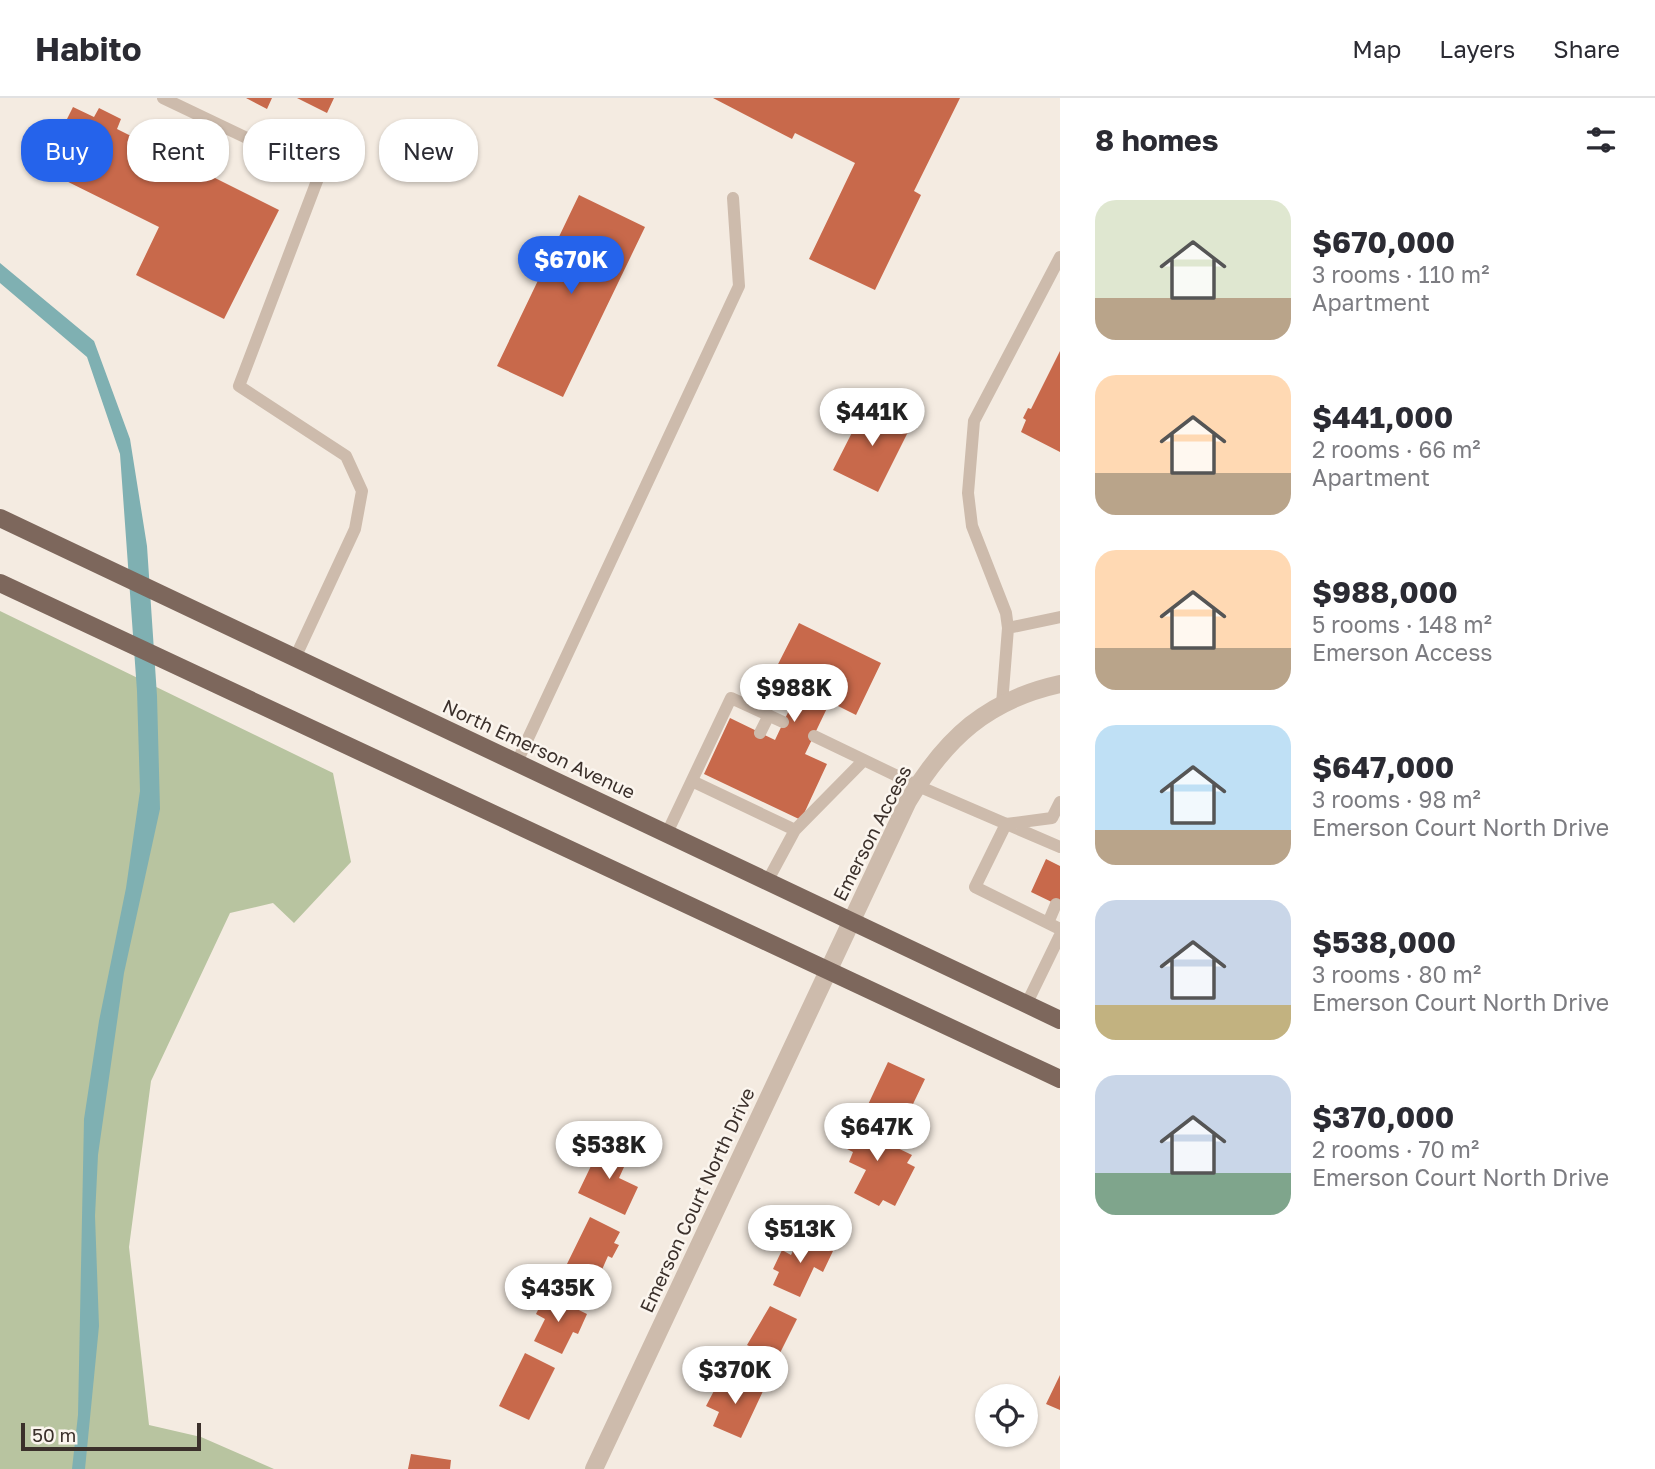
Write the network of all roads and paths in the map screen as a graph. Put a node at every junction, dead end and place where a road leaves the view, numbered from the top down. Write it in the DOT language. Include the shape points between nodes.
graph roads {
  1 [pos="163,98"];
  2 [pos="733,198"];
  3 [pos="1060,257"];
  4 [pos="0,518"];
  5 [pos="0,583"];
  6 [pos="1060,617"];
  7 [pos="1009,628"];
  8 [pos="295,658"];
  9 [pos="1060,684"];
  10 [pos="1002,704"];
  11 [pos="769,715"];
  12 [pos="783,722"];
  13 [pos="760,733"];
  14 [pos="814,736"];
  15 [pos="864,760"];
  16 [pos="517,762"];
  17 [pos="692,781"];
  18 [pos="918,786"];
  19 [pos="1060,802"];
  20 [pos="1006,824"];
  21 [pos="795,830"];
  22 [pos="667,833"];
  23 [pos="1060,847"];
  24 [pos="768,880"];
  25 [pos="1056,904"];
  26 [pos="852,920"];
  27 [pos="1048,923"];
  28 [pos="1060,929"];
  29 [pos="1060,935"];
  30 [pos="838,948"];
  31 [pos="828,972"];
  32 [pos="1027,1003"];
  33 [pos="1060,1020"];
  34 [pos="1060,1079"];
  35 [pos="594,1469"];
  1 -- 8 [label="lane" via="320,173 239,386 346,456 362,491 355,529"];
  2 -- 16 [label="lane" via="739,286"];
  3 -- 7 [label="lane" via="974,421 968,493 972,526"];
  4 -- 8 [label="main road, North Emerson Avenue"];
  5 -- 31 [label="main road"];
  6 -- 7 [label="lane"];
  7 -- 10 [label="lane"];
  8 -- 16 [label="main road, North Emerson Avenue"];
  9 -- 10 [label="street, Emerson Access"];
  10 -- 18 [label="street, Emerson Access" via="958,734"];
  11 -- 12 [label="lane"];
  11 -- 13 [label="lane"];
  11 -- 17 [label="lane" via="732,698"];
  14 -- 15 [label="lane"];
  15 -- 18 [label="lane"];
  15 -- 21 [label="lane"];
  16 -- 22 [label="main road, North Emerson Avenue"];
  17 -- 21 [label="lane" via="769,811"];
  17 -- 22 [label="lane"];
  18 -- 20 [label="lane"];
  18 -- 26 [label="street, Emerson Access"];
  19 -- 20 [label="lane" via="1052,818"];
  20 -- 23 [label="lane"];
  20 -- 27 [label="lane" via="975,887"];
  21 -- 24 [label="lane"];
  22 -- 24 [label="main road, North Emerson Avenue"];
  24 -- 26 [label="main road, North Emerson Avenue"];
  25 -- 27 [label="lane"];
  26 -- 30 [label="street, Emerson Access"];
  26 -- 32 [label="main road, North Emerson Avenue"];
  27 -- 28 [label="lane"];
  29 -- 32 [label="lane"];
  30 -- 31 [label="street, Emerson Court North Drive"];
  31 -- 34 [label="main road"];
  31 -- 35 [label="street, Emerson Court North Drive"];
  32 -- 33 [label="main road, North Emerson Avenue"];
}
——————————
What is needed is the number of lines above that include the string "roads", and nothing else.

Answer to this exercise
2